Madagascar: une enquête ouverte après de nouveaux survols de drones ciblant le président de la transition
La présidence de la République de Madagascar a ouvert une enquête formelle à la suite du survol répété du convoi du chef de l’État par des drones non identifiés à Antananarivo. Dans un communiqué officiel, l’institution a confirmé les faits et annoncé le renforcement des dispositifs de sécurité, soulevant des questions pressantes sur les protocoles de protection en vigueur et sur la capacité des organes compétents à identifier les responsables.
Vendredi soir, deux drones ont suivi le véhicule du colonel Michaël Randrianirina, président de la transition, alors qu’il circulait dans la capitale. La garde présidentielle a ouvert le feu sur les appareils, sans les atteindre: ils volaient à une altitude trop élevée. Le chef de l’État est arrivé à son domicile sain et sauf. La présidence a précisé que la sécurité de sa résidence est désormais en cours de renforcement, sans fournir de détails sur les modalités exactes du dispositif retenu.
L’incident n’est pas isolé.
La veille, un premier drone avait déjà été signalé en train de suivre le convoi présidentiel avant de s’en éloigner. En qualifiant les faits du vendredi de “nouvel incident”, la présidence reconnaît implicitement un schéma répété qui met à l’épreuve les protocoles sécuritaires encadrant le chef de la transition.
Ce schéma s’inscrit dans une série d’alertes institutionnelles antérieures. En avril 2026, la présidence avait annoncé le survol de cinq drones au-dessus de la résidence présidentielle, un épisode qu’elle avait alors qualifié de tentative d’assassinat. Un mois plus tôt, en mars 2026, treize personnes, dont un général des forces armées, avaient été inculpées dans une affaire de complot présumé contre le chef de l’État. Ces deux précédents tracent une ligne de responsabilité institutionnelle que les autorités malgaches n’ont pas encore pleinement élucidée.
Ce qui demeure central, c’est l’absence totale de communication sur l’origine des appareils.

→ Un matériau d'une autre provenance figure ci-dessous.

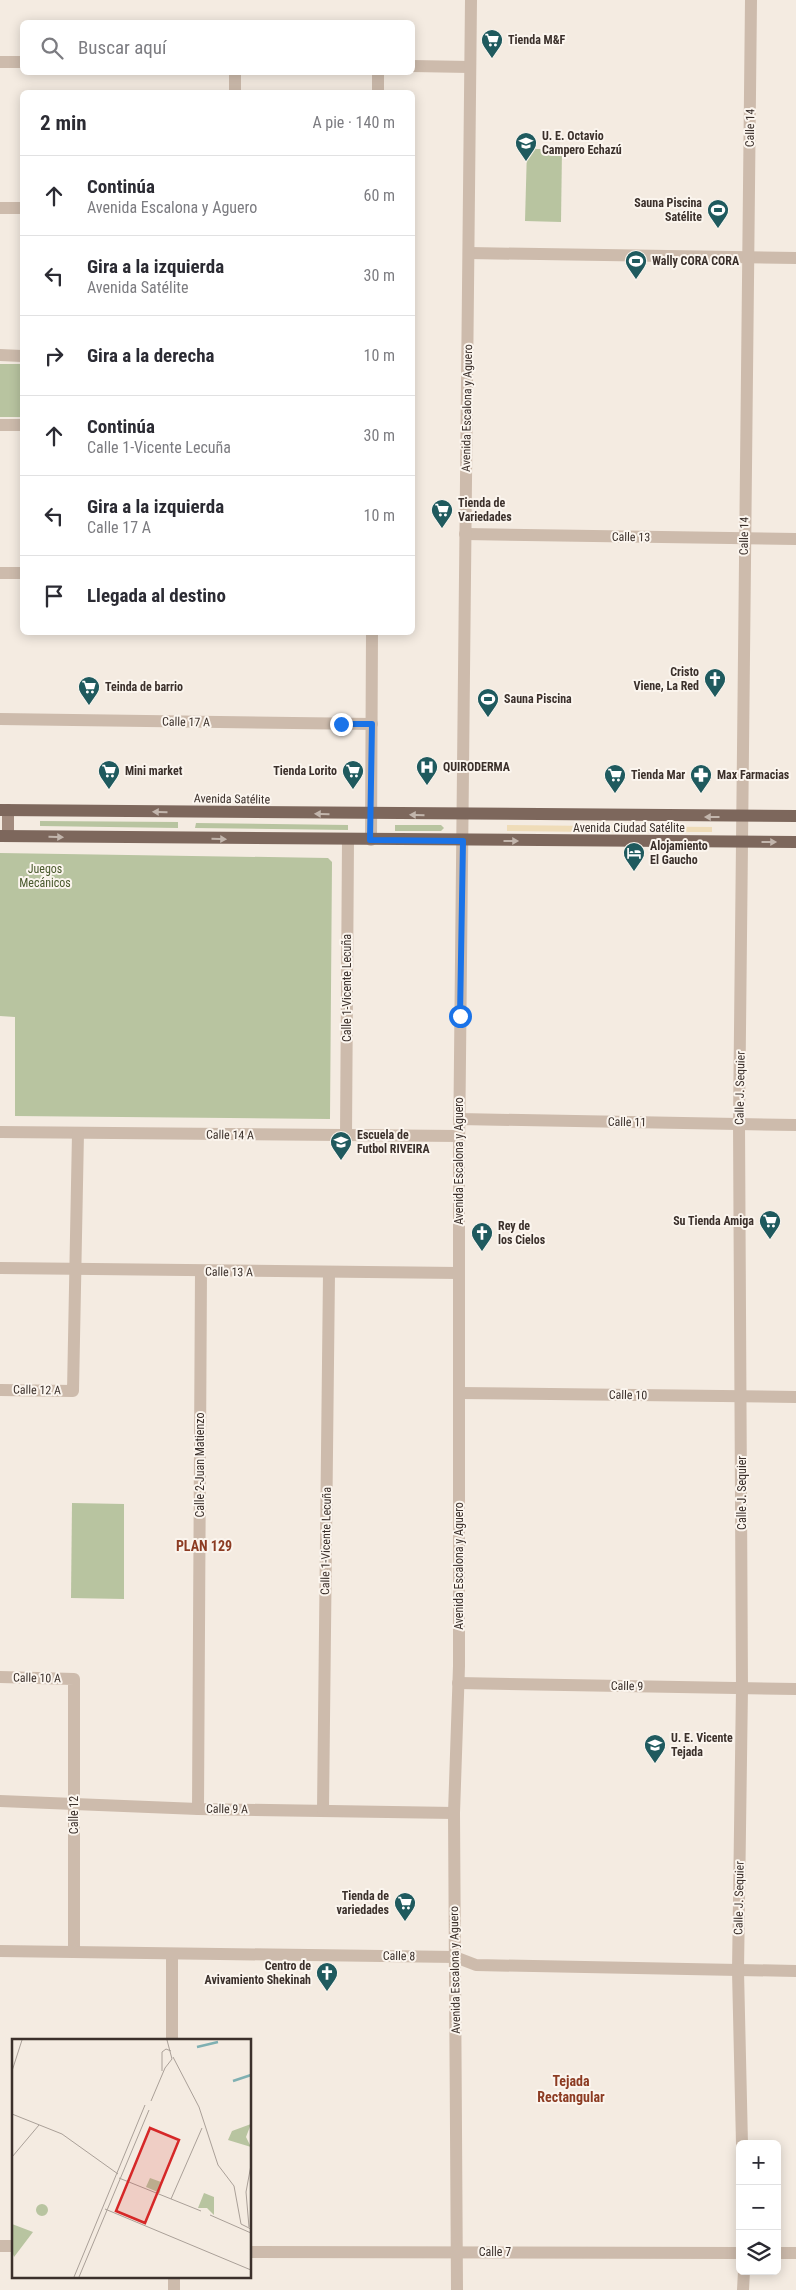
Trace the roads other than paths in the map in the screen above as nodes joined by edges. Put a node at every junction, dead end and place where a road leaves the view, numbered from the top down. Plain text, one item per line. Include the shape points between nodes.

La présidence n’a fourni aucune indication à ce sujet, ce qui soulève des interrogations sur l’état d’avancement des investigations précédentes et sur la capacité des services de sécurité compétents à remonter jusqu’aux commanditaires présumés. L’enquête ouverte à la suite de ce dernier incident devra déterminer qui opérait ces drones, selon quel mandat et dans quel but, autant de questions que l’institution n’a pas encore été en mesure de trancher publiquement. Des éléments de contexte supplémentaires ont été relayés par la correspondante à Antananarivo sur le site de RFI, à l’adresse https://www.rfi.fr/fr/afrique/20260704-madagascar-enqu%C3%AAte-ouverte-apr%C3%A8s-des-survols-de-drones-visant-le-pr%C3%A9sident-de-la-transition
La récurrence des survols, conjuguée à l’inculpation antérieure d’un militaire de haut rang, pose directement la question de l’intégrité de la chaîne de commandement chargée de la protection du président et, plus largement, de la cohésion des appareils de sécurité de l’État. À ce stade, ni les services de renseignement ni aucun autre organe institutionnel n’ont pris la parole publiquement pour préciser les contours de l’enquête en cours ou les mesures de surveillance aérienne envisagées. La transparence reste, pour l’heure, très limitée, et la question de savoir si les investigations aboutiront à des mises en cause formelles demeure entière.